In 1974, Helge Tverberg showed that, given any convex polytope K, one can find a binary space partition that decomposes K into simplices. This is obvious for two dimensional polytopes (just repeatedly cut along polygon diagonals); the general proof proceeds by induction on dimension and number of faces:

We assume K is not a simplex or we would already be done.

If K has a vertex P incident to more than d facets, then (by induction on dimension) we can partition K by hyperplanes through P into smaller polytopes each of which has exactly d facets incident to P. The number of facets not incident to P in each of these polytopes is at most the same as in K, so each smaller polytope has fewer facets than K. By induction on number of facets, we can recursively partition the smaller polytopes into simplices.

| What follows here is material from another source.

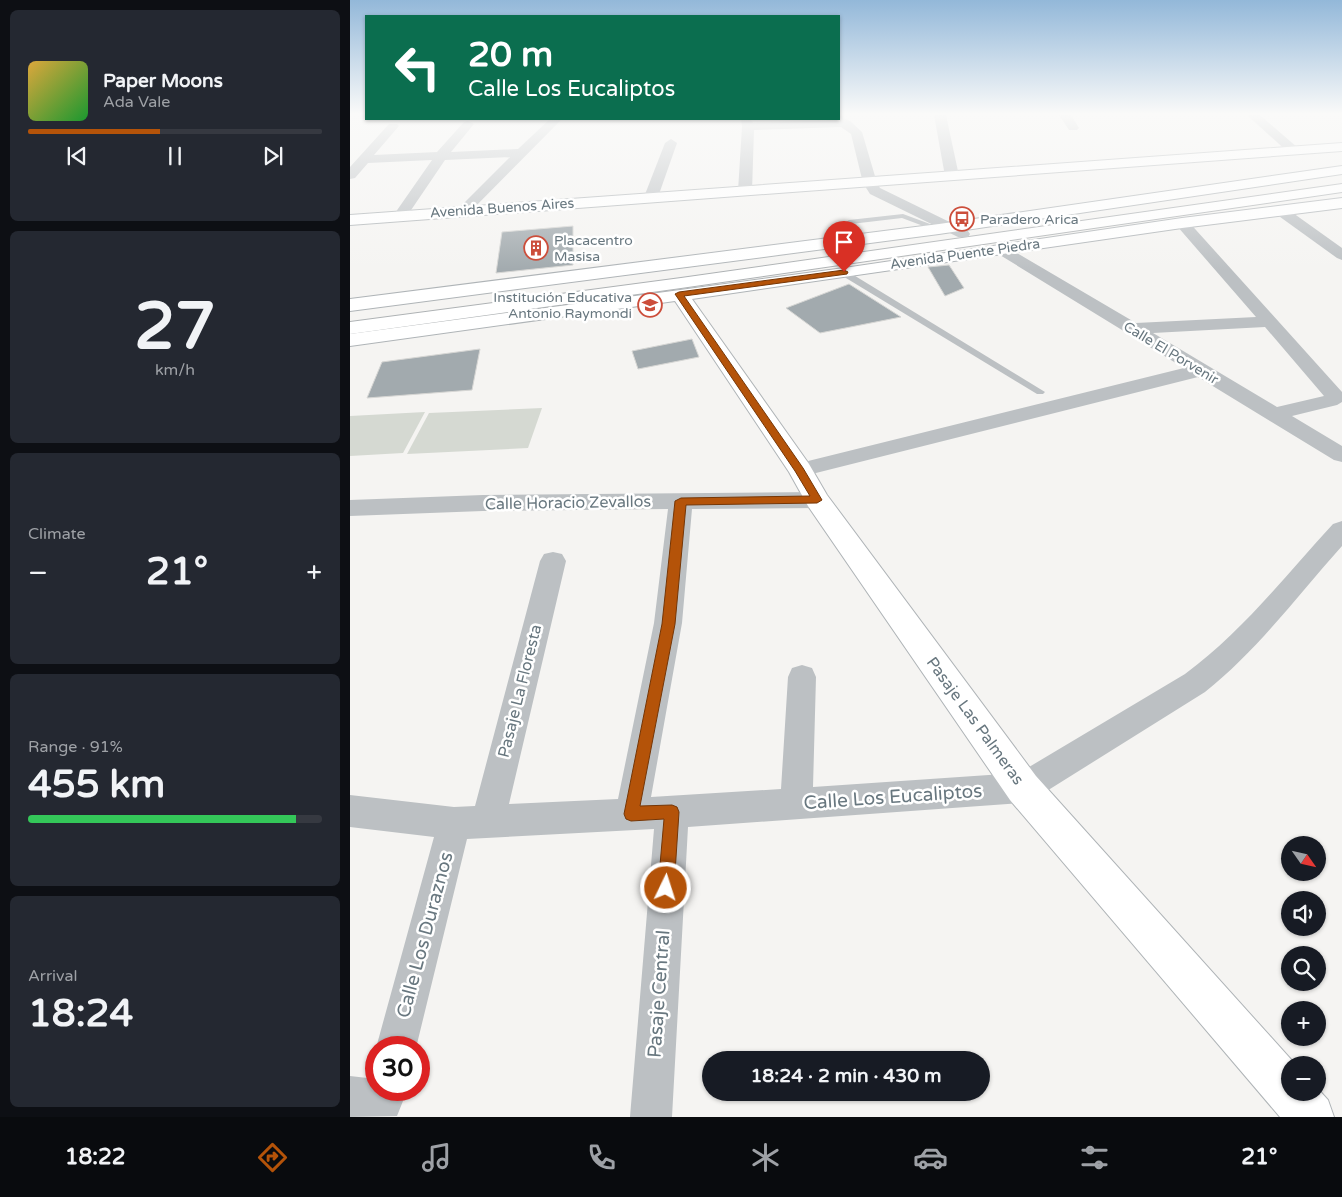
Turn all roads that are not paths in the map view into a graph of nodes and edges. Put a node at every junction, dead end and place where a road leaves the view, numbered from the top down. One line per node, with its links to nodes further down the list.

On the other hand suppose that each vertex of K has only d incident facets. Let P be a vertex of K that is not adjacent to some two facets F1 and F2 (we can find P, F1, and F2 by induction on dimension if K has a non-simplicial facet; if all facets of K are simplices, let F1 and F2 be two adjacent facets and P be any vertex other than the d+1 vertices shared by F1 and F2). Let L be the hyperline contained in the hyperplanes through F1 and F2, and cut K by a hyperplane through P and L. Then each of the two pieces avoids one of the facets Fi, but has a new facet on the cut plane, so its number of facets is not increased. One can show that each piece either has more than d facets at P (in which case we can apply the previous case), or avoids an additional facet of K (in which case we can apply induction on the number of facets), so either way we can partition each piece recursively.

The number of cuts in this partition may be exponential in the number of facets, but this seems unavoidable due to examples like the hypercube which have few facets but require many cuts.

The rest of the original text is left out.